Work to complete –
Your output must match the records exactly, line for line.

(Collected data)
★ ★ ★ ★

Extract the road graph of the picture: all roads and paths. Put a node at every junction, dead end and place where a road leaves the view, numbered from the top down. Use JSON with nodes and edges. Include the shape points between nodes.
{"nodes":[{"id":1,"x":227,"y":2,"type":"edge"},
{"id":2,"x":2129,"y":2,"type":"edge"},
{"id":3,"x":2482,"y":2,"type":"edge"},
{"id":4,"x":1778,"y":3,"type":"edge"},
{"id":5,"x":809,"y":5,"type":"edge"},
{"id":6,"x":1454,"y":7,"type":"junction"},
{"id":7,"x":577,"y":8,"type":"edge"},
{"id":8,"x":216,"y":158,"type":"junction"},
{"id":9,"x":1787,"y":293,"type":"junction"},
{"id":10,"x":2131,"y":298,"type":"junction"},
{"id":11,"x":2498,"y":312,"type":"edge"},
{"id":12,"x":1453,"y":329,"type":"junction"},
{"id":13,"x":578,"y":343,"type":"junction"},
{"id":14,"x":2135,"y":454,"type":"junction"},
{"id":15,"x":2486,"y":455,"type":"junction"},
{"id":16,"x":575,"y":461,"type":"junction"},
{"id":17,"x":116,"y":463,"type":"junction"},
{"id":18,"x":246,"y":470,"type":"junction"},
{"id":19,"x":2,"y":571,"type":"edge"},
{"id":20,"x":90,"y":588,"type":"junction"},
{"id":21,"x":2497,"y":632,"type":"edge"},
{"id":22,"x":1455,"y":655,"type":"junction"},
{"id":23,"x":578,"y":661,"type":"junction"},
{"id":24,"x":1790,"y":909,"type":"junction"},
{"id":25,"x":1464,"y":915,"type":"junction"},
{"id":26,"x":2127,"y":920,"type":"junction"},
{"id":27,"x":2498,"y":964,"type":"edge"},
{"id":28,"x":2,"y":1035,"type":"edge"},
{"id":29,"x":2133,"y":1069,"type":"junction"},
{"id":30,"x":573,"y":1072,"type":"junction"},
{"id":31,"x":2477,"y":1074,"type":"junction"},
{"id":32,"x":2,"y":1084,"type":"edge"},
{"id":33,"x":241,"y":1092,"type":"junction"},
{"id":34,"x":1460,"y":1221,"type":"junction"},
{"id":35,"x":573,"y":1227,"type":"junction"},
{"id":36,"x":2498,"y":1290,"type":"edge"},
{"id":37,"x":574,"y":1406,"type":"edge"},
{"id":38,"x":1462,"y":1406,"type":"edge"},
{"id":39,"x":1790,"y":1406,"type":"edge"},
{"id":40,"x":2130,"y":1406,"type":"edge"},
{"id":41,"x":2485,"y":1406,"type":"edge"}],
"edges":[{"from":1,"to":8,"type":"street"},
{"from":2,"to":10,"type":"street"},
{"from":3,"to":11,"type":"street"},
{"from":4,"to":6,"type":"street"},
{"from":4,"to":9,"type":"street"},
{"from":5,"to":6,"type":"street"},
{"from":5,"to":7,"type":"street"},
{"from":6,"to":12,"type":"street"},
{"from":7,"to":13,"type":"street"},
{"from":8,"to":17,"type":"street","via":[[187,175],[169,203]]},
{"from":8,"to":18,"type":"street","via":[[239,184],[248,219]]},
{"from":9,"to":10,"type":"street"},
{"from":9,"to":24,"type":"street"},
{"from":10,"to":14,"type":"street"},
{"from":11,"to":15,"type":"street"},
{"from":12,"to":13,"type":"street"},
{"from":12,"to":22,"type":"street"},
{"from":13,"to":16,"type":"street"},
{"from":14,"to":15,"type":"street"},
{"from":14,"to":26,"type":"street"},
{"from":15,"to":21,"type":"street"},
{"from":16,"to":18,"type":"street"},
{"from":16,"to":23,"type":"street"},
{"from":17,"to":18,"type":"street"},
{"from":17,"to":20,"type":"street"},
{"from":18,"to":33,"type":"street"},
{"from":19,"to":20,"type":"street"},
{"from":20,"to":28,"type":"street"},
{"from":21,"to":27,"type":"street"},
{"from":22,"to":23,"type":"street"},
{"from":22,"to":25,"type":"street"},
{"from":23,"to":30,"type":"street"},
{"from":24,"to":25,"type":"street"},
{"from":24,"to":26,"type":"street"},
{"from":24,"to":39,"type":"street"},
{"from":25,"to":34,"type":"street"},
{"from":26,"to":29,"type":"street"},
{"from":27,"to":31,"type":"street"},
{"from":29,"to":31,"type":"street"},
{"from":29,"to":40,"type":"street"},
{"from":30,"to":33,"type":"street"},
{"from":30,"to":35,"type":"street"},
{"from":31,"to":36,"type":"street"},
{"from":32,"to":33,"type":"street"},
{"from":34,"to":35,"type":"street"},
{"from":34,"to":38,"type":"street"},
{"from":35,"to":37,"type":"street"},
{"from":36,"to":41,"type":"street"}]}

★ ★ ★ ★

Task solution –
Extract the road graph of the picture: all roads and paths. Put a node at every junction, dead end and place where a road leaves the view, numbered from the top down. Use JSON with nodes and edges. Include the shape points between nodes.
{"nodes":[{"id":1,"x":227,"y":2,"type":"edge"},
{"id":2,"x":2129,"y":2,"type":"edge"},
{"id":3,"x":2482,"y":2,"type":"edge"},
{"id":4,"x":1778,"y":3,"type":"edge"},
{"id":5,"x":809,"y":5,"type":"edge"},
{"id":6,"x":1454,"y":7,"type":"junction"},
{"id":7,"x":577,"y":8,"type":"edge"},
{"id":8,"x":216,"y":158,"type":"junction"},
{"id":9,"x":1787,"y":293,"type":"junction"},
{"id":10,"x":2131,"y":298,"type":"junction"},
{"id":11,"x":2498,"y":312,"type":"edge"},
{"id":12,"x":1453,"y":329,"type":"junction"},
{"id":13,"x":578,"y":343,"type":"junction"},
{"id":14,"x":2135,"y":454,"type":"junction"},
{"id":15,"x":2486,"y":455,"type":"junction"},
{"id":16,"x":575,"y":461,"type":"junction"},
{"id":17,"x":116,"y":463,"type":"junction"},
{"id":18,"x":246,"y":470,"type":"junction"},
{"id":19,"x":2,"y":571,"type":"edge"},
{"id":20,"x":90,"y":588,"type":"junction"},
{"id":21,"x":2497,"y":632,"type":"edge"},
{"id":22,"x":1455,"y":655,"type":"junction"},
{"id":23,"x":578,"y":661,"type":"junction"},
{"id":24,"x":1790,"y":909,"type":"junction"},
{"id":25,"x":1464,"y":915,"type":"junction"},
{"id":26,"x":2127,"y":920,"type":"junction"},
{"id":27,"x":2498,"y":964,"type":"edge"},
{"id":28,"x":2,"y":1035,"type":"edge"},
{"id":29,"x":2133,"y":1069,"type":"junction"},
{"id":30,"x":573,"y":1072,"type":"junction"},
{"id":31,"x":2477,"y":1074,"type":"junction"},
{"id":32,"x":2,"y":1084,"type":"edge"},
{"id":33,"x":241,"y":1092,"type":"junction"},
{"id":34,"x":1460,"y":1221,"type":"junction"},
{"id":35,"x":573,"y":1227,"type":"junction"},
{"id":36,"x":2498,"y":1290,"type":"edge"},
{"id":37,"x":574,"y":1406,"type":"edge"},
{"id":38,"x":1462,"y":1406,"type":"edge"},
{"id":39,"x":1790,"y":1406,"type":"edge"},
{"id":40,"x":2130,"y":1406,"type":"edge"},
{"id":41,"x":2485,"y":1406,"type":"edge"}],
"edges":[{"from":1,"to":8,"type":"street"},
{"from":2,"to":10,"type":"street"},
{"from":3,"to":11,"type":"street"},
{"from":4,"to":6,"type":"street"},
{"from":4,"to":9,"type":"street"},
{"from":5,"to":6,"type":"street"},
{"from":5,"to":7,"type":"street"},
{"from":6,"to":12,"type":"street"},
{"from":7,"to":13,"type":"street"},
{"from":8,"to":17,"type":"street","via":[[187,175],[169,203]]},
{"from":8,"to":18,"type":"street","via":[[239,184],[248,219]]},
{"from":9,"to":10,"type":"street"},
{"from":9,"to":24,"type":"street"},
{"from":10,"to":14,"type":"street"},
{"from":11,"to":15,"type":"street"},
{"from":12,"to":13,"type":"street"},
{"from":12,"to":22,"type":"street"},
{"from":13,"to":16,"type":"street"},
{"from":14,"to":15,"type":"street"},
{"from":14,"to":26,"type":"street"},
{"from":15,"to":21,"type":"street"},
{"from":16,"to":18,"type":"street"},
{"from":16,"to":23,"type":"street"},
{"from":17,"to":18,"type":"street"},
{"from":17,"to":20,"type":"street"},
{"from":18,"to":33,"type":"street"},
{"from":19,"to":20,"type":"street"},
{"from":20,"to":28,"type":"street"},
{"from":21,"to":27,"type":"street"},
{"from":22,"to":23,"type":"street"},
{"from":22,"to":25,"type":"street"},
{"from":23,"to":30,"type":"street"},
{"from":24,"to":25,"type":"street"},
{"from":24,"to":26,"type":"street"},
{"from":24,"to":39,"type":"street"},
{"from":25,"to":34,"type":"street"},
{"from":26,"to":29,"type":"street"},
{"from":27,"to":31,"type":"street"},
{"from":29,"to":31,"type":"street"},
{"from":29,"to":40,"type":"street"},
{"from":30,"to":33,"type":"street"},
{"from":30,"to":35,"type":"street"},
{"from":31,"to":36,"type":"street"},
{"from":32,"to":33,"type":"street"},
{"from":34,"to":35,"type":"street"},
{"from":34,"to":38,"type":"street"},
{"from":35,"to":37,"type":"street"},
{"from":36,"to":41,"type":"street"}]}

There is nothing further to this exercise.